Garcia-Zamalloa Alberto, Arnay Rafael, Castilla-Rodriguez Iván, Mar Javier, Gonzalez-Cava Jose Manuel, Ibarrondo Oliver, Salegui Iñaki, De Miguel Juan Antonio, Mugica Nekane, Aguinagalde Borja, Zabaleta Jon, Basauri Begoña, Alonso Marta, Azcue Nekane, Gil Eva, Garmendia Irati, Taboada Jorge
Respiratory and Pleural Diseases Group. Biogipuzkoa Health Research Institute. Internal Medicine Service, Osakidetza/Basque Health Service, Mendaro Hospital, Spain.
Departamento de Ingeniería Informática y de Sistemas, Universidad de La Laguna, Santa Cruz de Tenerife, Spain.
PLoS One. 2025 Sep 5;20(9):e0329668. doi: 10.1371/journal.pone.0329668. eCollection 2025.
To perform an external validation of a previously reported machine learning (ML) approach for predicting the diagnosis of pleural tuberculosis.

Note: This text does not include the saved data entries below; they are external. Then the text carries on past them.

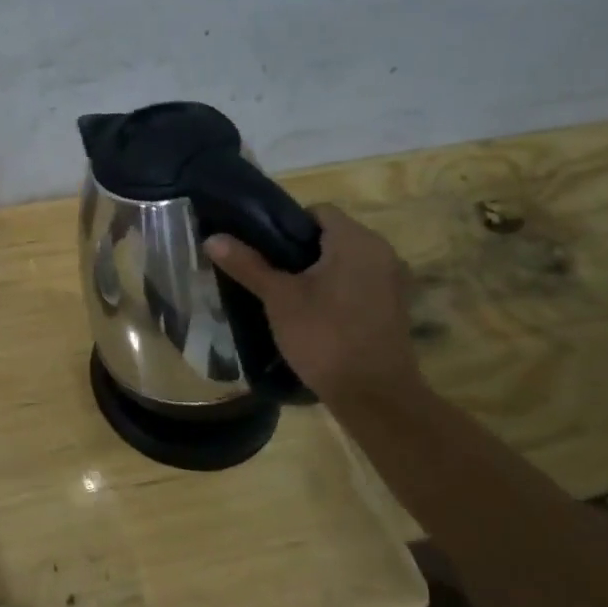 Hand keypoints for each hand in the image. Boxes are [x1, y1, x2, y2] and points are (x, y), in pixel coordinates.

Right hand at [205, 204, 420, 401]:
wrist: (373, 394)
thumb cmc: (324, 336)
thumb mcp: (278, 298)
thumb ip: (247, 264)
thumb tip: (212, 238)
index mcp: (356, 240)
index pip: (318, 212)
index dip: (286, 225)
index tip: (263, 250)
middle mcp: (382, 252)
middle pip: (333, 236)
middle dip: (299, 251)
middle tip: (268, 274)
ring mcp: (394, 281)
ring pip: (346, 262)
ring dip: (318, 273)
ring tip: (286, 296)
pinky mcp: (395, 307)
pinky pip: (360, 284)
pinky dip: (337, 291)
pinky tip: (314, 316)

We defined two cohorts: a Training group, comprising 273 out of 1,220 effusions from our prospective study (2013-2022); and a Testing group, from a retrospective analysis of 360 effusions from 832 consecutive patients in Bajo Deba health district (1996-2012). All the effusions included were exudative and lymphocytic. In Training and Testing groups respectively, 49 and 104 cases were tuberculous, 143 and 92 were malignant, and 81 and 164 were diagnosed with "other diseases"; pre-test probabilities of pleural tuberculosis were 4% and 12.7%. Variables included were: age, pH, adenosine deaminase, glucose, protein, and lactate dehydrogenase levels, and white cell counts (total and differential) in pleural fluid. We used two ML classifiers: binary (tuberculous and non-tuberculous), and three-class (tuberculous, malignant, and others); and compared them with Bayesian analysis.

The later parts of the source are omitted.